Le implicazioni in campo nucleare del G7 di Hiroshima

Dei sette vertici G7 tenutisi in Giappone negli ultimi 50 anni quello che ha avuto luogo nei giorni scorsi è stato il primo celebrato a Hiroshima. Sarebbe stata una grande occasione per rilanciare il disarmo nucleare che negli ultimi anni ha fatto pochi progressi e parecchi passi indietro. La congiuntura internazionale non lo ha consentito. Bisogna dare atto al Primo Ministro Kishida di essere riuscito a radunare i sette capi di stato e di governo dei paesi più industrializzati nella città martire giapponese e di aver costruito il consenso su una dichiarazione ad hoc dedicata esclusivamente alla questione delle armi nucleari. I paesi del G7 non sono in partenza fautori del disarmo nucleare, tre di essi (Usa, Francia e Regno Unito) posseggono l’arma nucleare: i quattro rimanenti sono protetti dall’ “ombrello nucleare” americano.

Quale principio adottare?

Pur ribadendo ”l’impegno di realizzare un mondo privo di armi nucleari“, essi ritengono  anche che le armi nucleari, “sino a quando esisteranno”, continueranno a servire “per scopi difensivi, di dissuasione delle aggressioni, di prevenzione della guerra e della coercizione”. Si tratta di un linguaggio che si ispira a quello dell’attuale concetto strategico della Nato, assai lontano dal principio della deterrenza quale “unico scopo” dell’arma nucleare (sole purpose) a suo tempo perseguito, ma mai realizzato, dall’amministrazione Obama. Ancora maggiore è la distanza dallo spirito e dalla lettera del messaggio che Papa Francesco ha inviato al vescovo di Hiroshima proprio in concomitanza con il Vertice G7 in cui si sottolinea “l’inadeguatezza delle armi nucleari per rispondere in modo efficace alle grandi minacce odierne alla pace e per garantire la sicurezza nazionale e internazionale”. 
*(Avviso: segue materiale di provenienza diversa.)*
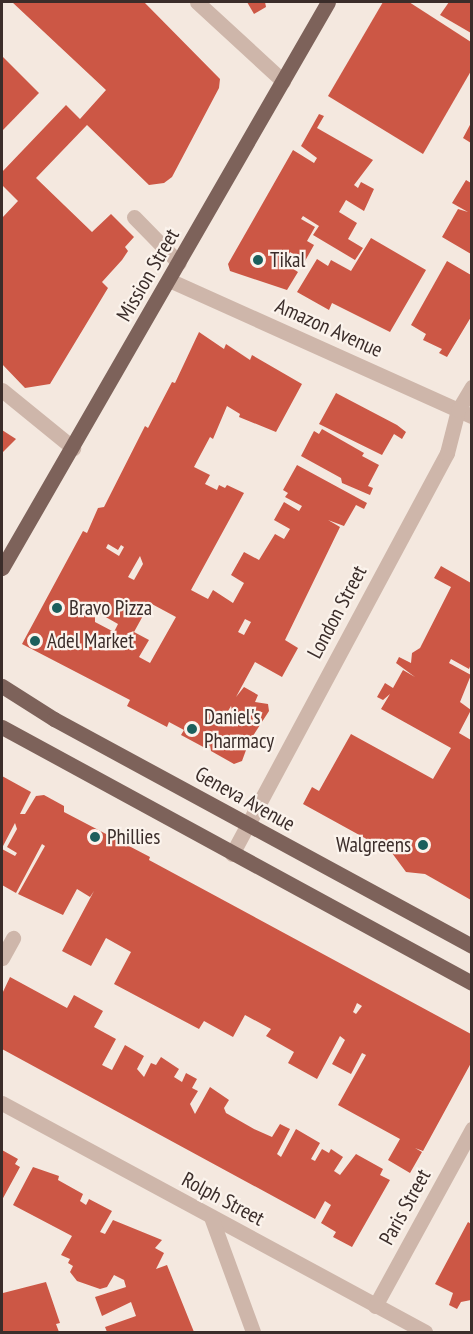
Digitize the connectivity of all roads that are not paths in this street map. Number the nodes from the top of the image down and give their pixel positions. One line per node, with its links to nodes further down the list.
1 (197, 2): 3 (street)
2 (328, 2): 3 (main road, Mission Street)
3 (283, 81): 5 (main road, Mission Street)
4 (134, 217): 5 (street)
5 (179, 263): 6 (main road, Mission Street)
6 (170, 280): 9 (street, Amazon Avenue); 10 (main road, Mission Street)
7 (471, 387): 9 (street, London Street)
8 (2, 390): 10 (street)
9 (465, 413): 14 (street, London Street)
10 (73, 448): 11 (main road, Mission Street)
11 (2, 568)
12 (2, 686): 14 (main road, Geneva Avenue)
13 (2, 727): 15 (main road)
14 (248, 825): 15 (street, London Street); 17 (main road, Geneva Avenue)
15 (232, 854): 19 (main road)
16 (13, 938): 18 (street)
17 (471, 945)
18 (2, 958)
19 (471, 983)
20 (2, 1103): 22 (street, Rolph Street)
21 (471, 1129): 23 (street, Paris Street)
22 (211, 1217): 23 (street, Rolph Street); 24 (street)
23 (375, 1306): 25 (street, Rolph Street)
24 (253, 1332)
25 (424, 1332)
È da registrare tuttavia che il testo adottato fa riferimento al concetto dell’inammissibilità dell’uso e della minaccia dell’uso dell’arma nucleare già approvato dai sette nel novembre scorso in occasione del G20 di Bali. Tale principio è stato ribadito più specificamente nel testo di Hiroshima con riferimento alle minacce nucleari della Russia nel contesto del conflitto ucraino. Sul piano dottrinale i Sette hanno inoltre riaffermato che una guerra nucleare non può essere vinta e non deve essere combattuta: tale principio risale alle ormai lontane intese tra Reagan e Gorbachov degli anni 90 ma rimane di attualità ancora oggi.
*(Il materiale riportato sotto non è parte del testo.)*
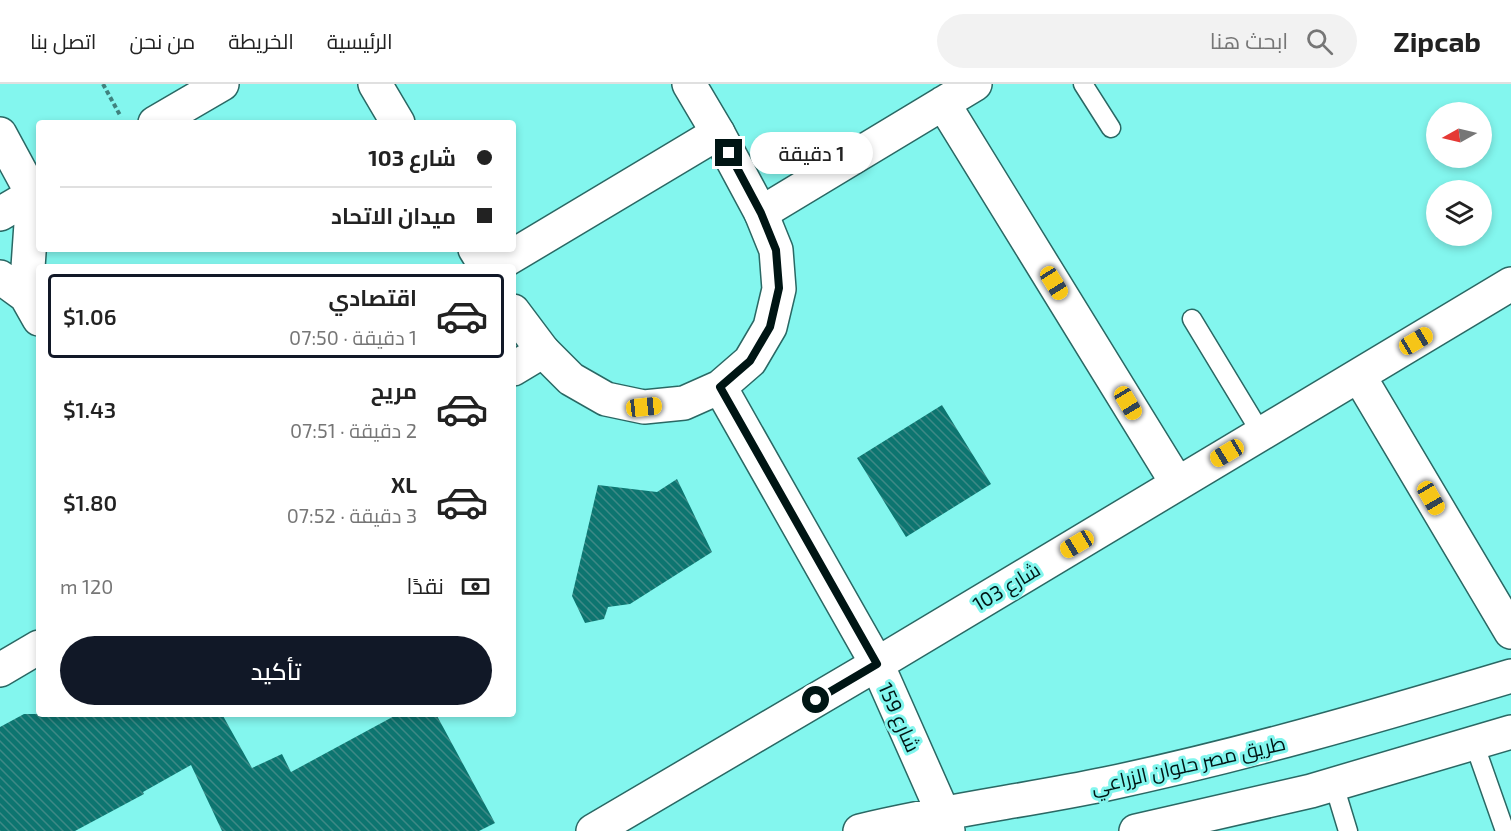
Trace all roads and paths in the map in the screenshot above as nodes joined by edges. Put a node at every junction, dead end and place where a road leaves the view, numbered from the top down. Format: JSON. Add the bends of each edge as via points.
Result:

Le misure verso Russia e Cina

La Russia non poteva non essere presa di mira nel documento non solo per le frequenti minacce nucleari dei suoi dignitari (Medvedev in primis) ma anche per misure concrete quali la messa in atto di uno stato di allerta nucleare e l’annuncio del dispiegamento di armi nucleari in Bielorussia. Da ultimo essa ha anche evocato la possibilità di tornare ad effettuare degli esperimenti nucleari. Un anatema per un paese che ha ratificato il trattato che proibisce espressamente siffatti esperimenti.

La dichiarazione di Hiroshima dedicata al nucleare è stata più indulgente nei confronti della Cina. Ciò si deve al fatto che almeno in questo campo essa rimane ancora una potenza ”minore” con un arsenale nucleare simile a quello della Francia e del Regno Unito ma ancora ben inferiore a quello della Russia e degli Stati Uniti. Le preoccupazioni vertono piuttosto sui futuri programmi nucleari di Pechino e sulla mancanza di trasparenza. Altri testi adottati nel corso del vertice hanno stigmatizzato l’espansionismo cinese in Asia e nel mondo.

La dichiarazione di Hiroshima sul nucleare non è un testo storico e ha deluso molte aspettative. Il suo valore dipenderà dal seguito effettivo che verrà dato ad alcuni concetti che vi sono evocati. Non ci si può aspettare che siano gli stessi paesi del G7 a farsi parte diligente. Spetta agli stati più impegnati nel disarmo e alle organizzazioni non governative adoperarsi nelle sedi internazionali affinché alcuni temi, come quello dell’inammissibilità dell’uso delle armi nucleari, che lasciano sperare un certo progresso, non vadano perduti ma al contrario siano sviluppati ed acquistino valenza giuridica.

Tra questi c’è anche il tema, fortemente voluto dal Giappone e dall’Unione Europea, di un maggiore slancio nel campo dell’educazione al disarmo per le future generazioni e di una maggiore presa di coscienza della minaccia atomica anche da parte dei dirigenti politici. Solo tre parlamentari italiani hanno reagito ad un appello a favore dell’inammissibilità dell’uso dell’arma nucleare. Anche i politici devono tornare a scuola.